** WORK ORDER **
Set down the records that follow exactly and completely.

-- THE DATA follows --

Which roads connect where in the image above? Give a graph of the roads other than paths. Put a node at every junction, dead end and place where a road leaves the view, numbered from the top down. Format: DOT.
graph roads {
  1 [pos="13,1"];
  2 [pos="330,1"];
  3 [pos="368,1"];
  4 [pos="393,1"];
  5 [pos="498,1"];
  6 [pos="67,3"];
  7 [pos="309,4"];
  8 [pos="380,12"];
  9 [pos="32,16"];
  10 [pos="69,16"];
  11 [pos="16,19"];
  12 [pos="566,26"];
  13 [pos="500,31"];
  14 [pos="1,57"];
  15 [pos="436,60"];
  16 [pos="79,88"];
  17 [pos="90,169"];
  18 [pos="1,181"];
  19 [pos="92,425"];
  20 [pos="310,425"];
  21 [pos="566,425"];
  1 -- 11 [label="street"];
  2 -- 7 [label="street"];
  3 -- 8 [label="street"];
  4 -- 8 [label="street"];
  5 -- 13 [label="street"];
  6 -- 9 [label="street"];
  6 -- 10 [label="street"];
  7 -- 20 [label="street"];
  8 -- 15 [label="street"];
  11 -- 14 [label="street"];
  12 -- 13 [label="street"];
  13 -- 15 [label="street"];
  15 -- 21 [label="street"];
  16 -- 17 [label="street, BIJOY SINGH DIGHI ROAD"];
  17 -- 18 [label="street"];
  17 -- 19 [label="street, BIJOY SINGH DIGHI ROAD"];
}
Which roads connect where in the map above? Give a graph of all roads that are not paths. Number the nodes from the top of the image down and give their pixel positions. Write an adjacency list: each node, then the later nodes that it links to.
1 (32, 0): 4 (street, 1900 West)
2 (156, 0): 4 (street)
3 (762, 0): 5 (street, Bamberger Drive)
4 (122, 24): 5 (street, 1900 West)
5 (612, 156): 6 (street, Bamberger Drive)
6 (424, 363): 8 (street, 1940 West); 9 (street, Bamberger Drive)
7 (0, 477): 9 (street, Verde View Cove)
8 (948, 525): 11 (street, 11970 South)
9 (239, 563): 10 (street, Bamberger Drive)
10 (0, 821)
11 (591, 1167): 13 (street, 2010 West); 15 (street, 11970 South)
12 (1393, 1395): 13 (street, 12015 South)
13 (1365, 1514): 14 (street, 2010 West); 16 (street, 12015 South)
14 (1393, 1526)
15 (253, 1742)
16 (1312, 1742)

-- THE DATA concluded --

** ANSWER **
Which roads connect where in the image above? Give a graph of the roads other than paths. Put a node at every junction, dead end and place where a road leaves the view, numbered from the top down. Format: DOT.
graph roads {
  1 [pos="13,1"];
  2 [pos="330,1"];
  3 [pos="368,1"];
  4 [pos="393,1"];
  5 [pos="498,1"];
  6 [pos="67,3"];
  7 [pos="309,4"];
  8 [pos="380,12"];
  9 [pos="32,16"];
  10 [pos="69,16"];
  11 [pos="16,19"];
  12 [pos="566,26"];
  13 [pos="500,31"];
  14 [pos="1,57"];
  15 [pos="436,60"];
  16 [pos="79,88"];
  17 [pos="90,169"];
  18 [pos="1,181"];
  19 [pos="92,425"];
  20 [pos="310,425"];
  21 [pos="566,425"];
  1 -- 11 [label="street"];
  2 -- 7 [label="street"];
  3 -- 8 [label="street"];
  4 -- 8 [label="street"];
  5 -- 13 [label="street"];
  6 -- 9 [label="street"];
  6 -- 10 [label="street"];
  7 -- 20 [label="street"];
  8 -- 15 [label="street"];
  11 -- 14 [label="street"];
  12 -- 13 [label="street"];
  13 -- 15 [label="street"];
  15 -- 21 [label="street"];
  16 -- 17 [label="street, BIJOY SINGH DIGHI ROAD"];
  17 -- 18 [label="street"];
  17 -- 19 [label="street, BIJOY SINGH DIGHI ROAD"];
}
Which roads connect where in the map above? Give a graph of all roads that are not paths. Number the nodes from the top of the image down and give their pixel positions. Write an adjacency list: each node, then the later nodes that it links to.
1 (32, 0): 4 (street, 1900 West)
2 (156, 0): 4 (street)
3 (762, 0): 5 (street, Bamberger Drive)
4 (122, 24): 5 (street, 1900 West)
5 (612, 156): 6 (street, Bamberger Drive)
6 (424, 363): 8 (street, 1940 West); 9 (street, Bamberger Drive)
7 (0, 477): 9 (street, Verde View Cove)
8 (948, 525): 11 (street, 11970 South)
9 (239, 563): 10 (street, Bamberger Drive)
10 (0, 821)
11 (591, 1167): 13 (street, 2010 West); 15 (street, 11970 South)
12 (1393, 1395): 13 (street, 12015 South)
13 (1365, 1514): 14 (street, 2010 West); 16 (street, 12015 South)
14 (1393, 1526)
15 (253, 1742)
16 (1312, 1742)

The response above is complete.